I personally could have spent a long time there. I would sit and imagine what such a place would be like if I had all of my friends there around me. It all felt so free... liberal. But it was time to move on and we headed for the port of Messina to cross the short 20 minute ferry and land on Mainland Italy.
We drove up the A3 motorway, headed North, destined for Kerry's Grandfather's house. Kerry's family have deep seated roots in a small town called Contursi. Her Grandfather moved from Italy to Horsham just before Kerry's Mother and siblings were born, leaving behind an old farmhouse, nestled on the side of a small mountain.
The roadworks and tunnels on the motorway were both plentiful and suspect. Some tunnels lacked any lighting what so ever. Stalactites hung down from the top of the arch where water had managed to seep through. Most of the time the road was narrowed to one lane with small, 2 dimensional cones marking out the route. The seismic activity around the Dolomite range of mountains coupled with strong rains had caused tremendous damage to the infrastructure, washing away some of the road.
There are no road tolls in the Southern part of the country. The people live very much hand to mouth with little money. An agreement was made whereby the southern parts are helped out by the more affluent people of the North with regards to road tolls and other taxes. I found it quite incredible to learn that the Italian GDP had surpassed that of Great Britain in early 2012. Especially as I was driving through landscapes where people lived in basic accommodation and ran 25 - 30 year old Fiat Pandas down roads as potholed as some rally tracks.
|Artisan checkers board! (might have enjoyed making it more than playing on it|
The ironic thing is whenever I logged in to my Facebook I'd see huge threads of people complaining about how long a section of roadworks had been installed on a road near my hometown. If these people could experience these roads I'm sure their internet whinging would go through the roof! Sometimes people don't know when they have it good.
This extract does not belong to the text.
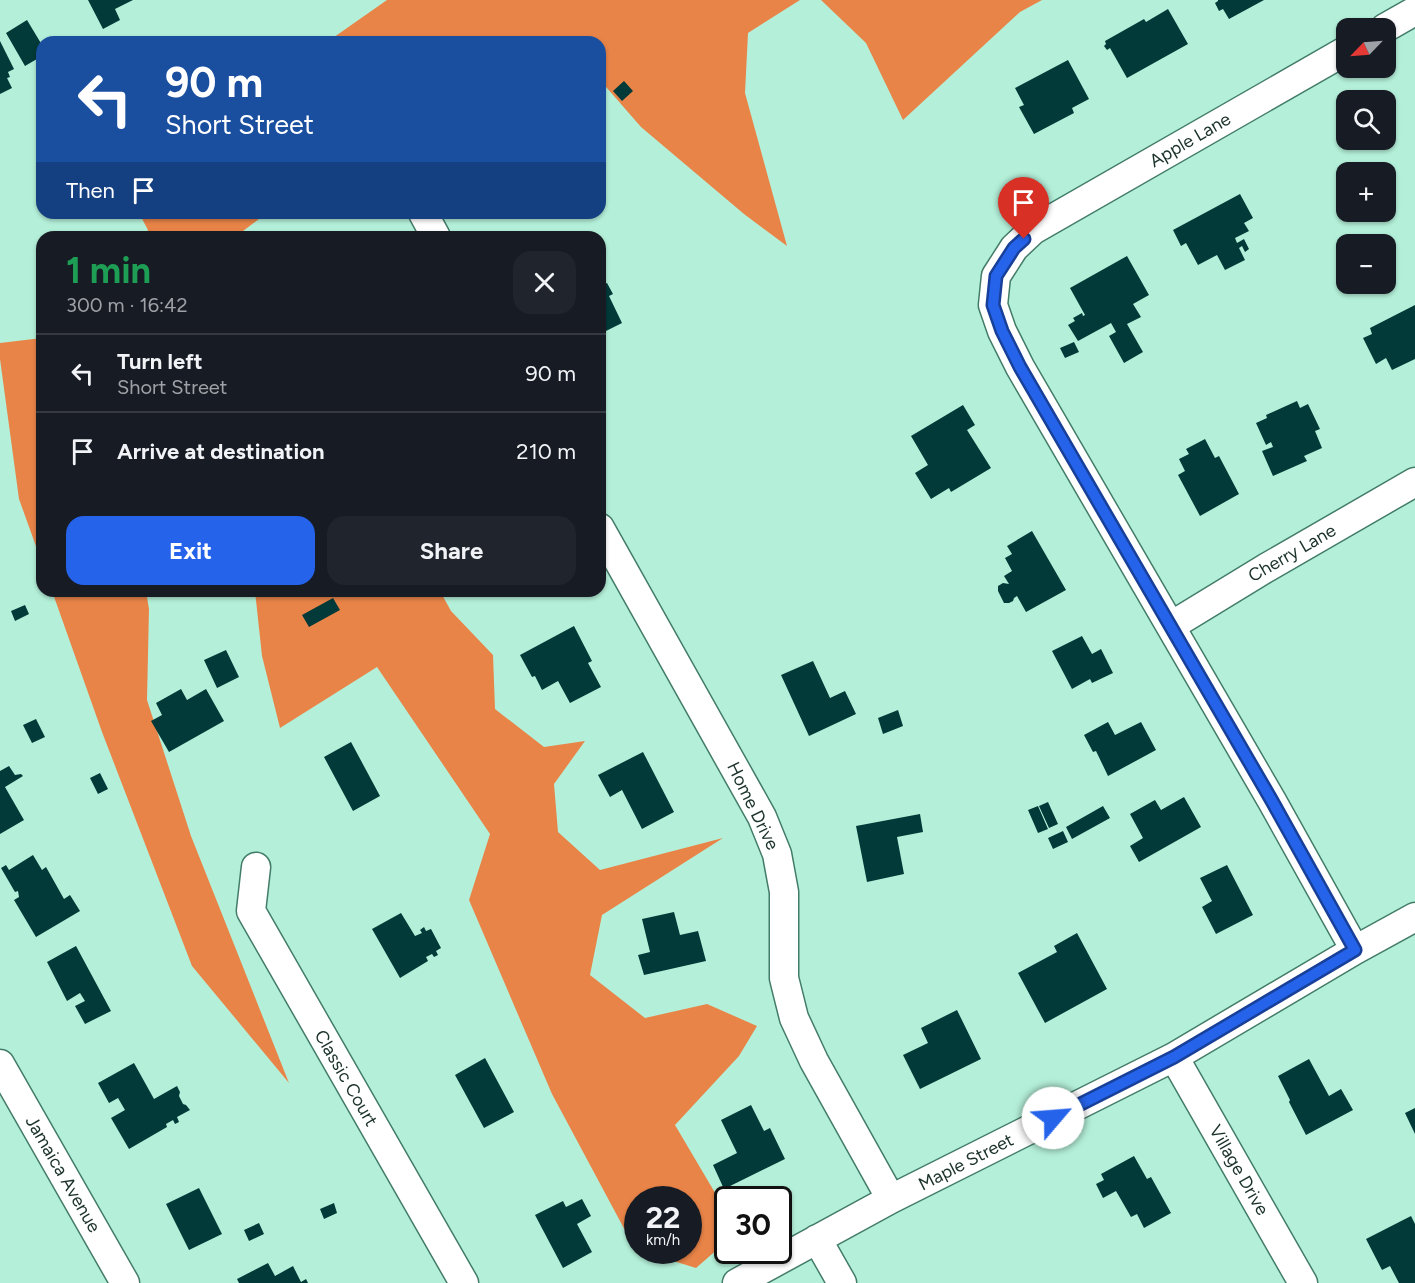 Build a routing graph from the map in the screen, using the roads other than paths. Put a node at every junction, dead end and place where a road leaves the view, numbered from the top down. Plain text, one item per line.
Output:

We enjoyed a pleasant lunch in a roadside cafe for under 5 Euros and set out on the last hundred miles to Contursi. Pulling off of the motorway and we were met with huge cracks in the road, causing steps of up to a foot deep. It was quite amazing to think the earth around here moved enough to cause these cracks.
We were met with alot of stares as we pulled in to town, immediately finding ourselves driving through the town square with, what seemed like, every resident sat around chatting or smoking. We headed up the main street and were met by a very old lady waving as she lept from a small Fiat Cinquecento with its horn blaring.
"Follow me... come come... you come my house!"
Kerry recognised the lady as her Great Auntie, sister of her Grandad, Zia (auntie) Maria. The driver of the car was her son, Kerry's second uncle, Mario.
The whole experience was very bizarre, to be driving through a quaint little Italian town and be instantly recognised and welcomed in to someones home. We followed the little green car for a few miles until we pulled in to the drive of a single story house belonging to Maria. We were showered in all sorts of foods and lovely fresh cafeteria style coffee only rural Italians know how to make.
It turns out Maria was expecting us. Kerry's Grandad, Vito, had telephoned to say we would be in Italy around this time and she took great pleasure in calling Vito in Horsham to let him know we arrived safe.
After a light lunch/dinner with Maria we drove across town to Vito's farmhouse to settle in for the week. The house itself is fairly basic. Of concrete construction, the interior was sparsely furnished with no plumbed gas and low grade electrics. It did, however, have running hot running water and a washing machine so we were in our element!
After our experience on the Vollo del Angelo (Flight of the Angel) the week was a very relaxed affair. The house is set on the side of a large hill and surrounded by arable land that Vito allows relatives and local farmers to use to heard their livestock and plant their crops. One lazy afternoon I was building a fire out near one of the fields and watched a shepherd at work. I didn't think there were such things as shepherds anymore. Not since baby Jesus graced his way on to the Earth. Yet here I was, watching a bloke watching sheep. For HOURS.
The abundance of wildlife was also quite incredible. Upon opening the front door to leave the house there was a disorientating amount of movement from and in every direction as loads of green lizards scurried for cover from their concrete sunbeds. They can stick to anything with their claws. Even scuttling along the ceiling upside down!
Kerry came face to face with a huge wasp type creature after hanging her PJs outside to dry in the sun. It was a strange flying beast about the size of a hornet but instead of having black and yellow marking was entirely black. Even it's wings were black instead of the usual translucent. It stung her 4 times in the leg before expiring on the floor. Luckily there was no adverse reaction!
Every evening brought a thunder storm and the rain would lash down. It was still very hot though. The storm would roll around the valley outside of the house, sometimes for hours, spitting out huge cracks of lightning and rumbling the windows. Storms are so much more massive and violent on the continent.
After a week of relaxing, reading, painting and soaking up the sun we were set to move North and in to the hustle and bustle of cities.